> **TASK DESCRIPTION**
Using the entries that follow, collect the lines where the word "number" appears.

▽

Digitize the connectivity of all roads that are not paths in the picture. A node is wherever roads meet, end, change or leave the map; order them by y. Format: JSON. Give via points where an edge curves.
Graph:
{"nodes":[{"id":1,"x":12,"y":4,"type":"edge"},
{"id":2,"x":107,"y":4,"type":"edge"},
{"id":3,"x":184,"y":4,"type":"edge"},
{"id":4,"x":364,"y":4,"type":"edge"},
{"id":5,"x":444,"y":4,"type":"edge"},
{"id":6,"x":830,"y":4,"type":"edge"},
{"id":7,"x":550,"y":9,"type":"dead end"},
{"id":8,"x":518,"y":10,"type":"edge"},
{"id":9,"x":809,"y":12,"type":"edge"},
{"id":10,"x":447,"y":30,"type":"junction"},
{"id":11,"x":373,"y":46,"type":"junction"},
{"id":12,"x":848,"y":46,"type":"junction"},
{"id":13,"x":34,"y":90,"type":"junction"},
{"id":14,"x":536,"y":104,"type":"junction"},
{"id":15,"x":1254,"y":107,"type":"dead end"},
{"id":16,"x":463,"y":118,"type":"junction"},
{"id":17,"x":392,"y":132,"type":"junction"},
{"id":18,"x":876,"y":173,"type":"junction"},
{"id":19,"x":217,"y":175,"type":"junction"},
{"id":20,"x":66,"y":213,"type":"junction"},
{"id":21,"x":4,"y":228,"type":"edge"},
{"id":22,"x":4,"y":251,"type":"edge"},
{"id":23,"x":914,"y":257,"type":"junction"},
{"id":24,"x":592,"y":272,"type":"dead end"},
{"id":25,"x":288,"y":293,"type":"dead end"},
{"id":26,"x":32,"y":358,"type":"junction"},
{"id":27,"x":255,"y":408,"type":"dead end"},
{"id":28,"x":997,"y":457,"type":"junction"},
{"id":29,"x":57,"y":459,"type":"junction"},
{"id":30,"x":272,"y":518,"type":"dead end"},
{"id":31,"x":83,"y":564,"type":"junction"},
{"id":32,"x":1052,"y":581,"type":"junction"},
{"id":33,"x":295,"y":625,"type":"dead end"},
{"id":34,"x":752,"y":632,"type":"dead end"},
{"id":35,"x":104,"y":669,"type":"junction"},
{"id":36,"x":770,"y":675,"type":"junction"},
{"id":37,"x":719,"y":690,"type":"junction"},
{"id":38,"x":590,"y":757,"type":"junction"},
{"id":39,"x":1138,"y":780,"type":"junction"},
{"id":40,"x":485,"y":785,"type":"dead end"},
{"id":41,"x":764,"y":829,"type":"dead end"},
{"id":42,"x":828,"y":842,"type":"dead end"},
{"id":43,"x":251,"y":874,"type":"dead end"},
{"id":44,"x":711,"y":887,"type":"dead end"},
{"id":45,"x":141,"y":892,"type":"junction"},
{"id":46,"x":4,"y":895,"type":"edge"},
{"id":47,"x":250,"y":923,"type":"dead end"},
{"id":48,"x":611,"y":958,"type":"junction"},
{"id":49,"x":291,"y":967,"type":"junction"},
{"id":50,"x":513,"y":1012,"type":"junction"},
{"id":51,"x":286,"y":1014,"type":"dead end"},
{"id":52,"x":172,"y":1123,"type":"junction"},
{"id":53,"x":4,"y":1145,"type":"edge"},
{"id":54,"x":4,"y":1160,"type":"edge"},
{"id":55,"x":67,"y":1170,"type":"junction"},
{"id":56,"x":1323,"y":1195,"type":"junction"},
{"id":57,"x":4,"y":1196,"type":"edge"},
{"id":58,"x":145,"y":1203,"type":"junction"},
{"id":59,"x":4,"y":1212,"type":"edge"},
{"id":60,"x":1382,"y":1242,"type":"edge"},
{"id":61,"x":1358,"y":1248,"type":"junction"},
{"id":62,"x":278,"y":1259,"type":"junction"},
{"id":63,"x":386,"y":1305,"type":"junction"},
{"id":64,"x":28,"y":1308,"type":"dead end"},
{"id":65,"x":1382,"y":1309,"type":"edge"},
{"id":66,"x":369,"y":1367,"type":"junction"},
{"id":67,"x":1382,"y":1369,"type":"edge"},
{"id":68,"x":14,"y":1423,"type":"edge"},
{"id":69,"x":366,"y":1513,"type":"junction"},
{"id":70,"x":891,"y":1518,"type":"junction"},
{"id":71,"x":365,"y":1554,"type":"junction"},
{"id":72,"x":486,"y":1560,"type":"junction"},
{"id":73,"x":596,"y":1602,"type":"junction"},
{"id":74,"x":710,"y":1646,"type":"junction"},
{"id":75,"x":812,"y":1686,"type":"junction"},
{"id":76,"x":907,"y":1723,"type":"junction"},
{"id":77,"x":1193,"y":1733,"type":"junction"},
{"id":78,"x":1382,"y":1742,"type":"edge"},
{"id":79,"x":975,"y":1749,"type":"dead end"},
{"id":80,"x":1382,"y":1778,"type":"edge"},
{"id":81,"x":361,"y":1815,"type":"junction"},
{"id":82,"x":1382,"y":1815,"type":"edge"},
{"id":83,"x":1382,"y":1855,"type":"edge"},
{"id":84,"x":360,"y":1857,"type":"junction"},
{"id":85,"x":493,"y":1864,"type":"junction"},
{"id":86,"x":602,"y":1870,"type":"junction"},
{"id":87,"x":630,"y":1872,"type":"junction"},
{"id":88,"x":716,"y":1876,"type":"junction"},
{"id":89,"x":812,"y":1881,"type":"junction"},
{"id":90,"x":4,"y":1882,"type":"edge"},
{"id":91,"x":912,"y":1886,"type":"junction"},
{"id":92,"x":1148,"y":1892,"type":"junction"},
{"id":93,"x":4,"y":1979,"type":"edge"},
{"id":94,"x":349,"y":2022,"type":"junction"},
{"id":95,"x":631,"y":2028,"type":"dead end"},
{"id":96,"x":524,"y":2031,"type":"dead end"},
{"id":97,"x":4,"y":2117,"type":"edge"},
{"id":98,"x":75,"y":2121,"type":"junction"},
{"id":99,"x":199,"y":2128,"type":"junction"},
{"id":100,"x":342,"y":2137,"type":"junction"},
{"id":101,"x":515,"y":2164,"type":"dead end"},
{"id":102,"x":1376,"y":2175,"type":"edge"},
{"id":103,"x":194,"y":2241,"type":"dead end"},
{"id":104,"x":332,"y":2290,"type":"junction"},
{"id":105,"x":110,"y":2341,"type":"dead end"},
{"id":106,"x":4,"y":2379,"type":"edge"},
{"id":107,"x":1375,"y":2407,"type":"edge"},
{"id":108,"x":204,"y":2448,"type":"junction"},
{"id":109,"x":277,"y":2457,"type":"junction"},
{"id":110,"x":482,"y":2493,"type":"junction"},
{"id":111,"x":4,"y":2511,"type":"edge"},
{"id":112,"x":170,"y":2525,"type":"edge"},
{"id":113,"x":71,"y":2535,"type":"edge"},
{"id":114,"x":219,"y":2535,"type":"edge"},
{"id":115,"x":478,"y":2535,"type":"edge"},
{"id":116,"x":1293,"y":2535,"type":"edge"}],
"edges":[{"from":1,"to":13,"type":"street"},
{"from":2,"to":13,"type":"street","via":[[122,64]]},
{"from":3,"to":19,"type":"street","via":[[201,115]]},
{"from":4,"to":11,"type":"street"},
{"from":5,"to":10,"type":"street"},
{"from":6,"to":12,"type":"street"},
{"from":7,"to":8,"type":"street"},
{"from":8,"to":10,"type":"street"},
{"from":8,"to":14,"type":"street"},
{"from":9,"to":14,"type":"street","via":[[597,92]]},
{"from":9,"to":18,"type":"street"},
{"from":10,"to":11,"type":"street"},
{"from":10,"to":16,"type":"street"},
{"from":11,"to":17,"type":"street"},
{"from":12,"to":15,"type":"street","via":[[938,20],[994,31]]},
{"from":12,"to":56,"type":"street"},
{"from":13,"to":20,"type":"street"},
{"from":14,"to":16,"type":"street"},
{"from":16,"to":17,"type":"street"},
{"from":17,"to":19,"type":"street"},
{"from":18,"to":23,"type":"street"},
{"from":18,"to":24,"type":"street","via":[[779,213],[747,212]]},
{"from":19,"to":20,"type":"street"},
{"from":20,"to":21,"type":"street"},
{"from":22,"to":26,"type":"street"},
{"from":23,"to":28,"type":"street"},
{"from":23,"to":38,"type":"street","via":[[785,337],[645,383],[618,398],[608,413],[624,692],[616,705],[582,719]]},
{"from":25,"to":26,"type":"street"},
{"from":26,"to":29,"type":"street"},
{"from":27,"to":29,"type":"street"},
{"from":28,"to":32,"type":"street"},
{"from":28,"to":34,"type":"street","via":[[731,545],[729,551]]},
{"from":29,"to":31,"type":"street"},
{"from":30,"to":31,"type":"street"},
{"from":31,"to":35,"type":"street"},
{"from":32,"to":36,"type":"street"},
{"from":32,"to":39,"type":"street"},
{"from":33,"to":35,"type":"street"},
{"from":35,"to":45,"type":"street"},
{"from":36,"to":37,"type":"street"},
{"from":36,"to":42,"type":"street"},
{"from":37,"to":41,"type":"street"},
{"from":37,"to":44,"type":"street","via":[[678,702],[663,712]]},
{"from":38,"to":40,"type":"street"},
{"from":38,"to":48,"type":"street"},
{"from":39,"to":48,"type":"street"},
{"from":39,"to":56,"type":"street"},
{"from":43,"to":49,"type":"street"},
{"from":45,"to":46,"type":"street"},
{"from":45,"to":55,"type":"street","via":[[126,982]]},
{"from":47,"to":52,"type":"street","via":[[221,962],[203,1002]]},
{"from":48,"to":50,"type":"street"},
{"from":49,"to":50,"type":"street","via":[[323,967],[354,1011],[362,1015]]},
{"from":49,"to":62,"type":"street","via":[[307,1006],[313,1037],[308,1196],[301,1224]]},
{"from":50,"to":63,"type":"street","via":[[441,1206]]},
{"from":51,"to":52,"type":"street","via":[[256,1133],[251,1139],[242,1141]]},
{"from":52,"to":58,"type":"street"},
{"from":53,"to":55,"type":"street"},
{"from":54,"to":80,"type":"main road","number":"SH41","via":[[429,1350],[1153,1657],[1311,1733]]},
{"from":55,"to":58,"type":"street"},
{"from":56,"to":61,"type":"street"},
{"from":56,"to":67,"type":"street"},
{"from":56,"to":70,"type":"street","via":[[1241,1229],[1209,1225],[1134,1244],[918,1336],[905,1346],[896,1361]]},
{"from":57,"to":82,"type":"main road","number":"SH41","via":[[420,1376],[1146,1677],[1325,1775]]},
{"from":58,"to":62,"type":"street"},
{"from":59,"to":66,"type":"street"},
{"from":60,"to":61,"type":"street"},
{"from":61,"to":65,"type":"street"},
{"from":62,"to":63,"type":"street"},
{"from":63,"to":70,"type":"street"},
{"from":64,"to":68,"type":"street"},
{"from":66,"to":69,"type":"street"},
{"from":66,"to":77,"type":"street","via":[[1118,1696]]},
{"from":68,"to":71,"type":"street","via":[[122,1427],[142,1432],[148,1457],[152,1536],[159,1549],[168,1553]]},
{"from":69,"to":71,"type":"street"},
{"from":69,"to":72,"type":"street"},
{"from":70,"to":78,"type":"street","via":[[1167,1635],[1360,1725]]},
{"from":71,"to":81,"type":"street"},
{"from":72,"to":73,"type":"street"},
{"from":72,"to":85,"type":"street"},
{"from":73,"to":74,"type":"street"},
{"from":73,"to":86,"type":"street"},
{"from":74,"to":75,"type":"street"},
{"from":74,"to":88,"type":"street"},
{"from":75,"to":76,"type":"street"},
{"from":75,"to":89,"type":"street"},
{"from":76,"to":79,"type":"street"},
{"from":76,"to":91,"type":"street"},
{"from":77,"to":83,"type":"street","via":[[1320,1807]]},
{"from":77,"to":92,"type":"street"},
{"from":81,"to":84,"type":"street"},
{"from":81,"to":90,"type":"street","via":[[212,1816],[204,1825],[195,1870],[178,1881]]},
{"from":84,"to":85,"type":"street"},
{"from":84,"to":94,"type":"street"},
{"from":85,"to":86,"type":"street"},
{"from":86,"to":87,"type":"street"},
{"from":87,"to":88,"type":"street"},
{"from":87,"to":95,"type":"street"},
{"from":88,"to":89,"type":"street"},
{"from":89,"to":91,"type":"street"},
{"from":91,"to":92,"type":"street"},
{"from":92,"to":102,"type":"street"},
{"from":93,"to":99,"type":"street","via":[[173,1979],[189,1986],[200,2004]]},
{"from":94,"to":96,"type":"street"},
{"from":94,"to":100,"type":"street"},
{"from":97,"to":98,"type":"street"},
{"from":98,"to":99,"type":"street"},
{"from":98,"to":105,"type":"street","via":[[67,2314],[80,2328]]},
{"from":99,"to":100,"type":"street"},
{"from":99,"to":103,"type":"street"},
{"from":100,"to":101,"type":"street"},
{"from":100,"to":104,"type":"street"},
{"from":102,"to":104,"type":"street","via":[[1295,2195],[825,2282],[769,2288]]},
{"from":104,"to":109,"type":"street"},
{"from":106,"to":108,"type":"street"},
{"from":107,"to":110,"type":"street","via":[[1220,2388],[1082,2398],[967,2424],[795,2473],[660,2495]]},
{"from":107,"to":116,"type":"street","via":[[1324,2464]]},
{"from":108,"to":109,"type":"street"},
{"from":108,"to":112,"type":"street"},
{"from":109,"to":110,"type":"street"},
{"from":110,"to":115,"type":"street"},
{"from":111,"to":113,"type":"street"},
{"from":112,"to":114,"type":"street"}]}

△

> **TASK SOLUTION**
{"from":54,"to":80,"type":"main road","number":"SH41","via":[[429,1350],[1153,1657],[1311,1733]]},
{"from":57,"to":82,"type":"main road","number":"SH41","via":[[420,1376],[1146,1677],[1325,1775]]},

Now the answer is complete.